== Problem requirements ==
Repeat the records below exactly as they appear.

Dataset entries
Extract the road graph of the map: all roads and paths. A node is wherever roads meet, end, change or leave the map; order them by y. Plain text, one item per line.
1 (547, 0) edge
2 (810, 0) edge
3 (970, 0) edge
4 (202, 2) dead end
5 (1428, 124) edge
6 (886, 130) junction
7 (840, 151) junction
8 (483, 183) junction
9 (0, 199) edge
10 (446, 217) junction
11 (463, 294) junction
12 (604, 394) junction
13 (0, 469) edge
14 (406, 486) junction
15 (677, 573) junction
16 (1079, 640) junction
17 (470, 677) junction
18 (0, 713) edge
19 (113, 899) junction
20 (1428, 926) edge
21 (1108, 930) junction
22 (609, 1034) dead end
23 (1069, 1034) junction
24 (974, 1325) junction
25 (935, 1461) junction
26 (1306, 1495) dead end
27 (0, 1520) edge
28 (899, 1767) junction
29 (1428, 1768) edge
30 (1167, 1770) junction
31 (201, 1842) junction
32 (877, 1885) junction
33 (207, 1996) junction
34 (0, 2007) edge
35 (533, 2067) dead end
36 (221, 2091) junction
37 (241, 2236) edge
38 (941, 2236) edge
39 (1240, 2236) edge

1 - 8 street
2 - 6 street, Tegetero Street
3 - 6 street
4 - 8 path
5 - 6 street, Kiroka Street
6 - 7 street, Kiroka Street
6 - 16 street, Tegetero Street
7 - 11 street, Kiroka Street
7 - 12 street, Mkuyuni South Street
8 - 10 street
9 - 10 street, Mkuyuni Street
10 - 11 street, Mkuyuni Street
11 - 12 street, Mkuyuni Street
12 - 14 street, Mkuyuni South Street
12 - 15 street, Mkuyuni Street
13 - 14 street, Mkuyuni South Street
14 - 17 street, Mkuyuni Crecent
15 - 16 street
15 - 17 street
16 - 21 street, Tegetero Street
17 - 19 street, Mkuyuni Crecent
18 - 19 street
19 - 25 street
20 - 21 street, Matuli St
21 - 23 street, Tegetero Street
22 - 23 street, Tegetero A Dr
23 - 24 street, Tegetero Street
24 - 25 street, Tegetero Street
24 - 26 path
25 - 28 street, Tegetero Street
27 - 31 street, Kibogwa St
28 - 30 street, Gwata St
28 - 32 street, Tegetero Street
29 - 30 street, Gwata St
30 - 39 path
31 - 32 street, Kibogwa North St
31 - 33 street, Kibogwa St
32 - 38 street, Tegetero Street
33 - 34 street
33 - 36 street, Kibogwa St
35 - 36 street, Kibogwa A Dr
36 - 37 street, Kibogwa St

== Finished task ==
Extract the road graph of the map: all roads and paths. A node is wherever roads meet, end, change or leave the map; order them by y. Plain text, one item per line.
1 (547, 0) edge
2 (810, 0) edge
3 (970, 0) edge
4 (202, 2) dead end
5 (1428, 124) edge
6 (886, 130) junction
7 (840, 151) junction
8 (483, 183) junction
9 (0, 199) edge
10 (446, 217) junction
11 (463, 294) junction
12 (604, 394) junction
13 (0, 469) edge
14 (406, 486) junction
15 (677, 573) junction
16 (1079, 640) junction
17 (470, 677) junction
18 (0, 713) edge
19 (113, 899) junction
20 (1428, 926) edge
21 (1108, 930) junction
22 (609, 1034) dead end
23 (1069, 1034) junction
24 (974, 1325) junction
25 (935, 1461) junction
26 (1306, 1495) dead end
27 (0, 1520) edge
28 (899, 1767) junction
29 (1428, 1768) edge
30 (1167, 1770) junction
31 (201, 1842) junction
32 (877, 1885) junction
33 (207, 1996) junction
34 (0, 2007) edge
35 (533, 2067) dead end
36 (221, 2091) junction
37 (241, 2236) edge
38 (941, 2236) edge
39 (1240, 2236) edge

1 - 8 street
2 - 6 street, Tegetero Street
3 - 6 street
4 - 8 path
5 - 6 street, Kiroka Street
6 - 7 street, Kiroka Street
6 - 16 street, Tegetero Street
7 - 11 street, Kiroka Street
7 - 12 street, Mkuyuni South Street
8 - 10 street
9 - 10 street, Mkuyuni Street
10 - 11 street, Mkuyuni Street
11 - 12 street, Mkuyuni Street
12 - 14 street, Mkuyuni South Street
12 - 15 street, Mkuyuni Street
13 - 14 street, Mkuyuni South Street
14 - 17 street, Mkuyuni Crecent
15 - 16 street
15 - 17 street
16 - 21 street, Tegetero Street
17 - 19 street, Mkuyuni Crecent
18 - 19 street
19 - 25 street
20 - 21 street, Matuli St
21 - 23 street, Tegetero Street
22 - 23 street, Tegetero A Dr
23 - 24 street, Tegetero Street
24 - 25 street, Tegetero Street
24 - 26 path
25 - 28 street, Tegetero Street
27 - 31 street, Kibogwa St
28 - 30 street, Gwata St
28 - 32 street, Tegetero Street
29 - 30 street, Gwata St
30 - 39 path
31 - 32 street, Kibogwa North St
31 - 33 street, Kibogwa St
32 - 38 street, Tegetero Street
33 - 34 street
33 - 36 street, Kibogwa St
35 - 36 street, Kibogwa A Dr
36 - 37 street, Kibogwa St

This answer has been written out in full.